**THE DATA:**
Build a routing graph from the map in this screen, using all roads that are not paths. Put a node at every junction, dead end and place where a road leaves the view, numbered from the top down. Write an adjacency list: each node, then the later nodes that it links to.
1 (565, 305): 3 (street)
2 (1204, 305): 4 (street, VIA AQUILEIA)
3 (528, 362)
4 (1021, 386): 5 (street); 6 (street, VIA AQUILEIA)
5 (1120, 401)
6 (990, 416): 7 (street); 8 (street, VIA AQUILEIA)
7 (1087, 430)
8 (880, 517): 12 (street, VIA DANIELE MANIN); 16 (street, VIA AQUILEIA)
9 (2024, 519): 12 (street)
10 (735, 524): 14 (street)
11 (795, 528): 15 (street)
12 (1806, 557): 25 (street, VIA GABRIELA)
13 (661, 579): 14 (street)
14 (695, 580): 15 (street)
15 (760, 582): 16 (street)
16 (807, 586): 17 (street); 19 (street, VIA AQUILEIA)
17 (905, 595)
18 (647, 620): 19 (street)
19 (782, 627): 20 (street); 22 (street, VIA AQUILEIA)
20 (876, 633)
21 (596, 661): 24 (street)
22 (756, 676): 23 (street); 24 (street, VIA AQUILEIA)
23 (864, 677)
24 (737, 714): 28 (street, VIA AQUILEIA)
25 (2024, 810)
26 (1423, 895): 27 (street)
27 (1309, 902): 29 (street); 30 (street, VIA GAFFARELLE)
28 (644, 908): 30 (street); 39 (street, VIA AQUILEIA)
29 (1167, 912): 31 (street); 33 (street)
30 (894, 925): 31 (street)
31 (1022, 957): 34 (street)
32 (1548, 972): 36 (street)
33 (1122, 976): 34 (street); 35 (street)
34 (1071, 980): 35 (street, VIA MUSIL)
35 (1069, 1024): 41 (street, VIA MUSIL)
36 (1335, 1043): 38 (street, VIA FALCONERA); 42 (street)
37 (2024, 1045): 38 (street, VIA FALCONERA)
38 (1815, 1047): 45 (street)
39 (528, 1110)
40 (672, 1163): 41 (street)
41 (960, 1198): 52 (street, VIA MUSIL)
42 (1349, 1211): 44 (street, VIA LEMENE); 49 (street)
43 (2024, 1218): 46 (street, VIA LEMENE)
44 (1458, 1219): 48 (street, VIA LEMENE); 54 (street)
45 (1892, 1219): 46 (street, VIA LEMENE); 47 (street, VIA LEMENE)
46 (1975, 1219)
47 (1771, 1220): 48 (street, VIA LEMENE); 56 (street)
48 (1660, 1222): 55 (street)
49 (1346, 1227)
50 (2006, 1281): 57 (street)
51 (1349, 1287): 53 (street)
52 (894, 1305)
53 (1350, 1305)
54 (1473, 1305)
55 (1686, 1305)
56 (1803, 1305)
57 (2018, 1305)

**TASK TO COMPLETE:**
Would you retype the full listing without altering a single word?

**EXERCISE RESPONSE:**
Build a routing graph from the map in this screen, using all roads that are not paths. Put a node at every junction, dead end and place where a road leaves the view, numbered from the top down. Write an adjacency list: each node, then the later nodes that it links to.
1 (565, 305): 3 (street)
2 (1204, 305): 4 (street, VIA AQUILEIA)
3 (528, 362)
4 (1021, 386): 5 (street); 6 (street, VIA AQUILEIA)
5 (1120, 401)
6 (990, 416): 7 (street); 8 (street, VIA AQUILEIA)
7 (1087, 430)
8 (880, 517): 12 (street, VIA DANIELE MANIN); 16 (street, VIA AQUILEIA)
9 (2024, 519): 12 (street)
10 (735, 524): 14 (street)
11 (795, 528): 15 (street)
12 (1806, 557): 25 (street, VIA GABRIELA)
13 (661, 579): 14 (street)
14 (695, 580): 15 (street)
15 (760, 582): 16 (street)
16 (807, 586): 17 (street); 19 (street, VIA AQUILEIA)
17 (905, 595)
18 (647, 620): 19 (street)
19 (782, 627): 20 (street); 22 (street, VIA AQUILEIA)
20 (876, 633)
21 (596, 661): 24 (street)
22 (756, 676): 23 (street); 24 (street, VIA AQUILEIA)
23 (864, 677)
24 (737, 714): 28 (street, VIA AQUILEIA)
25 (2024, 810)
26 (1423, 895): 27 (street)
27 (1309, 902): 29 (street); 30 (street, VIA GAFFARELLE)
28 (644, 908): 30 (street); 39 (street, VIA AQUILEIA)
29 (1167, 912): 31 (street); 33 (street)
30 (894, 925): 31 (street)
31 (1022, 957): 34 (street)
32 (1548, 972): 36 (street)
33 (1122, 976): 34 (street); 35 (street)
34 (1071, 980): 35 (street, VIA MUSIL)
35 (1069, 1024): 41 (street, VIA MUSIL)
36 (1335, 1043): 38 (street, VIA FALCONERA); 42 (street)
37 (2024, 1045): 38 (street, VIA FALCONERA)
38 (1815, 1047): 45 (street)
39 (528, 1110)
40 (672, 1163): 41 (street)
41 (960, 1198): 52 (street, VIA MUSIL)
42 (1349, 1211): 44 (street, VIA LEMENE); 49 (street)
43 (2024, 1218): 46 (street, VIA LEMENE)
44 (1458, 1219): 48 (street, VIA LEMENE); 54 (street)
45 (1892, 1219): 46 (street, VIA LEMENE); 47 (street, VIA LEMENE)
46 (1975, 1219)
47 (1771, 1220): 48 (street, VIA LEMENE); 56 (street)
48 (1660, 1222): 55 (street)
49 (1346, 1227)
50 (2006, 1281): 57 (street)
51 (1349, 1287): 53 (street)
52 (894, 1305)
53 (1350, 1305)
54 (1473, 1305)
55 (1686, 1305)
56 (1803, 1305)
57 (2018, 1305)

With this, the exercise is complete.